*** Dataset extract

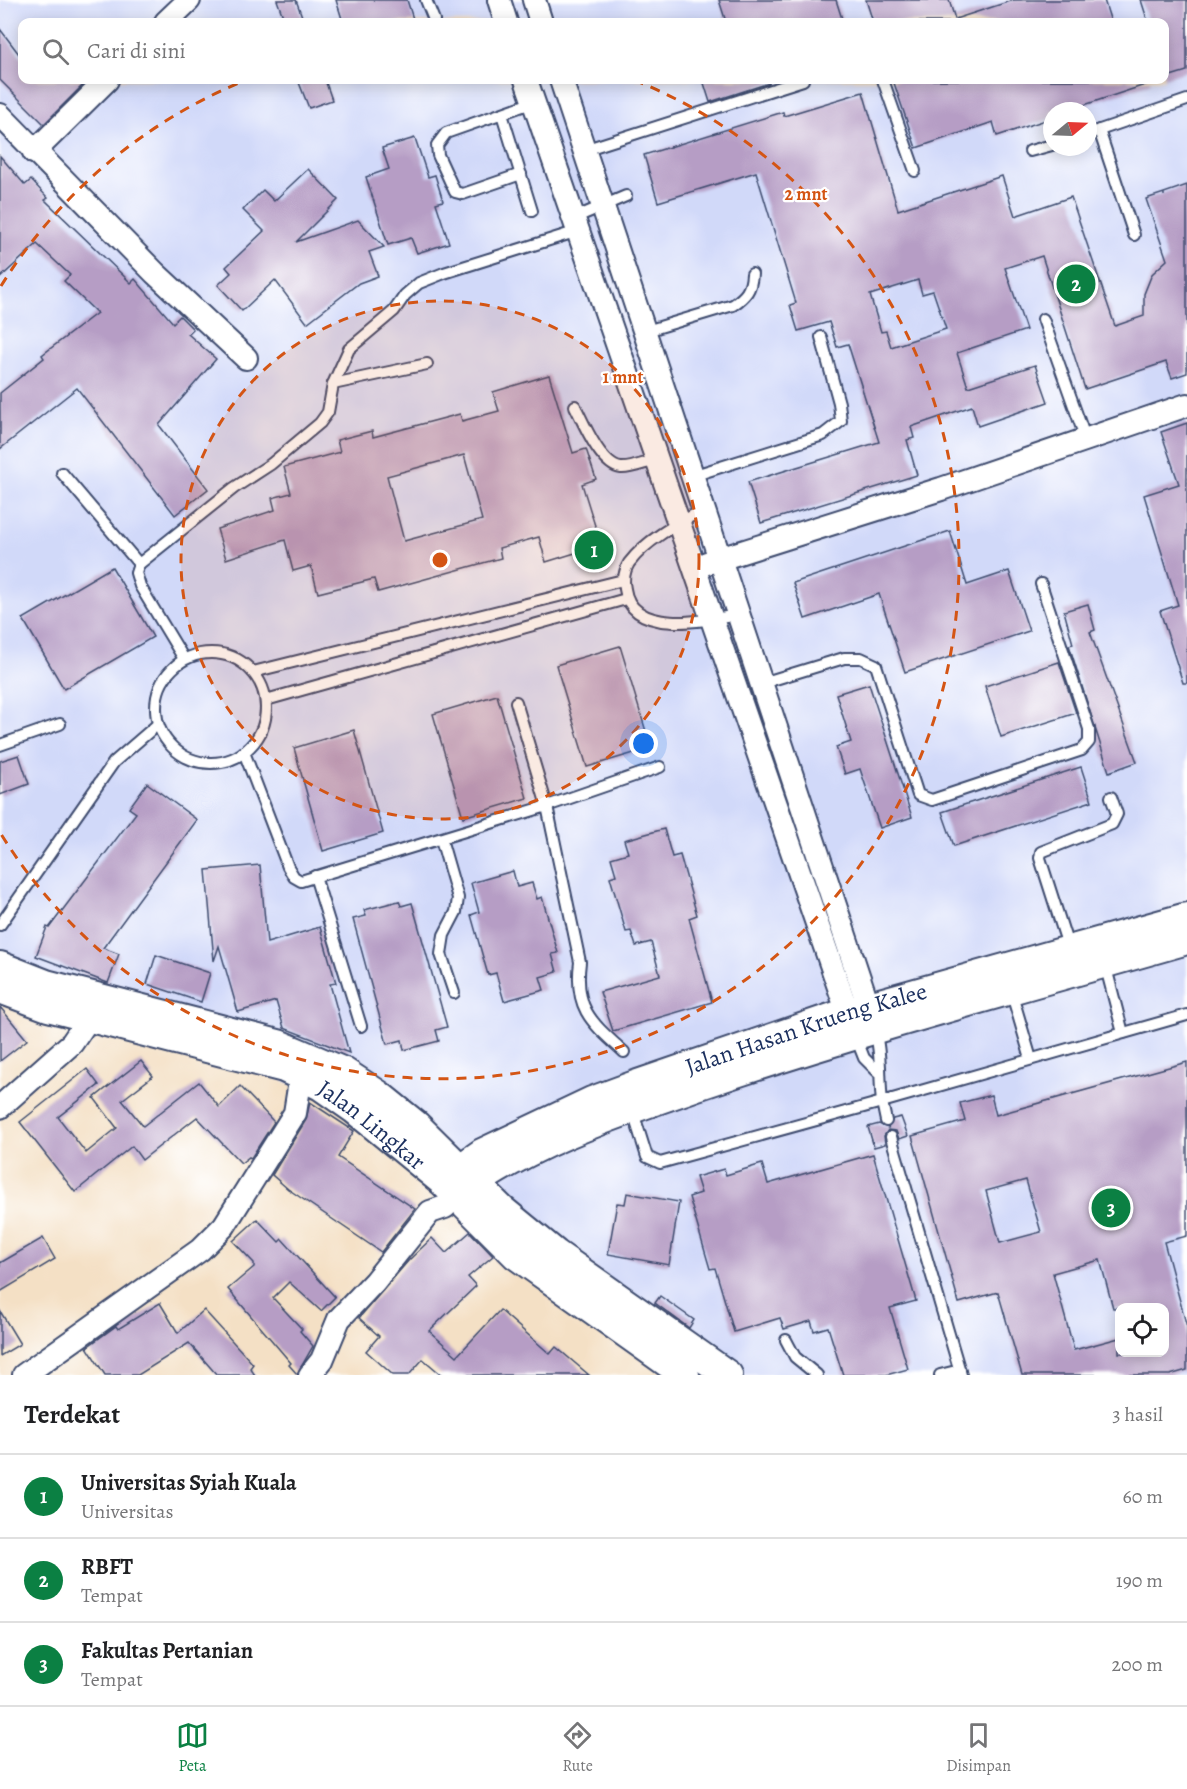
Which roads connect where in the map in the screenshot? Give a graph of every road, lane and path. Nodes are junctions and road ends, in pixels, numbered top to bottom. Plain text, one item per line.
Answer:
1 (189, 0) edge
2 (426, 0) edge
3 (499, 0) edge
4 (534, 0) edge
5 (170, 18) edge
6 (433, 18) edge
7 (505, 18) edge
8 (540, 18) edge
9 (104, 84) edge
10 (527, 84) edge
11 (562, 84) edge
12 (790, 84) edge
13 (884, 84) edge
14 (1187, 100) edge
15 (534, 102) junction
16 (501, 114) junction
17 (0, 115) edge
18 (1099, 130) joint
19 (1043, 147) edge
20 (584, 150) junction
21 (1030, 151) dead end
22 (34, 152) junction
23 (915, 171) dead end
24 (521, 174) junction
25 (626, 196) dead end
26 (604, 206) junction
27 (532, 211) dead end
28 (576, 224) junction
29 (1134, 235) dead end
30 (752, 274) dead end
31 (1043, 319) dead end
32 (642, 332) junction
33 (821, 337) dead end
34 (246, 358) dead end
35 (427, 364) dead end
36 (333, 384) junction
37 (1187, 405) edge
38 (575, 406) dead end
39 (1086, 440) junction
40 (657, 460) junction
41 (62, 473) dead end
42 (692, 476) junction
43 (703, 510) junction
44 (678, 523) junction
45 (721, 559) junction
46 (139, 564) junction
47 (695, 567) junction
48 (623, 580) junction
49 (1041, 584) dead end
50 (626, 599) junction
51 (737, 615) junction
52 (714, 619) junction
53 (184, 659) junction
54 (253, 672) junction
55 (759, 684) junction
56 (266, 700) junction
57 (516, 702) dead end
58 (60, 724) dead end
59 (158, 724) junction
60 (0, 745) edge
61 (244, 752) junction
62 (660, 767) dead end
63 (1111, 797) dead end
64 (547, 806) junction
65 (441, 839) junction
66 (315, 876) junction
67 (1187, 917) edge
68 (0, 925) edge
69 (1187, 940) edge
70 (1072, 961) junction
71 (1105, 964) junction
72 (0, 966) edge
73 (0, 989) edge
74 (1011, 990) junction
75 (454, 993) dead end
76 (1187, 1014) edge
77 (89, 1018) junction
78 (862, 1020) junction
79 (361, 1026) dead end
80 (1123, 1033) junction
81 (624, 1052) dead end
82 (1031, 1059) junction
83 (879, 1072) junction
84 (301, 1075) junction
85 (882, 1102) junction
86 (0, 1107) edge
87 (632, 1109) junction
88 (886, 1121) dead end
89 (891, 1137) dead end
90 (458, 1182) junction
91 (786, 1340) dead end
92 (960, 1372) edge
93 (24, 1375) edge
94 (310, 1375) edge
95 (686, 1375) edge
96 (728, 1375) edge
97 (816, 1375) edge
98 (940, 1375) edge

1 - 5 street
2 - 6 lane
3 - 7 street
4 - 8 street
9 - 22 street
10 - 15 street
11 - 20 street
12 - 20 lane
13 - 23 lane
14 - 18 lane
15 - 16 lane
15 - 28 street
16 - 24 lane
16 - 24 lane
17 - 22 street
18 - 29 lane
19 - 21 lane
20 - 26 street
22 - 34 street
24 - 27 lane
25 - 26 lane
26 - 28 lane
26 - 32 street
28 - 36 lane
28 - 40 street
30 - 32 lane
31 - 39 lane
32 - 42 street
33 - 42 lane
35 - 36 lane
36 - 46 lane
37 - 39 street
38 - 40 lane
39 - 45 street
40 - 44 street
41 - 46 lane
42 - 43 street
43 - 44 lane
43 - 45 street
44 - 47 street
44 - 48 lane
45 - 47 street
45 - 51 street
46 - 53 lane
47 - 52 street
48 - 50 lane
48 - 54 lane
49 - 55 lane
50 - 52 lane
50 - 56 lane
51 - 52 lane
51 - 55 street
52 - 78 street
53 - 54 lane
53 - 59 lane
54 - 56 lane
55 - 78 street
56 - 61 lane
57 - 64 lane
58 - 60 lane
59 - 61 lane
59 - 68 lane
61 - 66 lane
62 - 64 lane
63 - 70 lane
64 - 65 lane
64 - 81 lane
65 - 66 lane
65 - 75 lane
66 - 79 lane
67 - 70 street, Jalan Hasan Krueng Kalee
69 - 71 street, Jalan Hasan Krueng Kalee
70 - 71 street, Jalan Hasan Krueng Kalee
70 - 74 street, Jalan Hasan Krueng Kalee
70 - 78 street, Jalan Hasan Krueng Kalee
71 - 80 lane
72 - 90 street
73 - 77 street, Jalan Lingkar
74 - 78 street, Jalan Hasan Krueng Kalee
74 - 82 lane
76 - 80 lane
77 - 84 street, Jalan Lingkar
77 - 86 street
78 - 83 lane
78 - 83 lane
78 - 87 street, Jalan Hasan Krueng Kalee
78 - 90 street, Jalan Hasan Krueng Kalee
80 - 82 lane
82 - 85 lane
83 - 85 lane
84 - 90 street, Jalan Lingkar
84 - 93 street
85 - 87 lane
85 - 88 lane
87 - 90 street, Jalan Hasan Krueng Kalee
89 - 92 lane
90 - 94 street
90 - 95 street, Jalan Lingkar
90 - 96 street
91 - 97 lane
92 - 98 lane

******

**What to produce**: Where a line above holds the string "Krueng", copy that line.

**Task answer**:
67 - 70 street, Jalan Hasan Krueng Kalee
69 - 71 street, Jalan Hasan Krueng Kalee
70 - 71 street, Jalan Hasan Krueng Kalee
70 - 74 street, Jalan Hasan Krueng Kalee
70 - 78 street, Jalan Hasan Krueng Kalee
74 - 78 street, Jalan Hasan Krueng Kalee
78 - 87 street, Jalan Hasan Krueng Kalee
78 - 90 street, Jalan Hasan Krueng Kalee
87 - 90 street, Jalan Hasan Krueng Kalee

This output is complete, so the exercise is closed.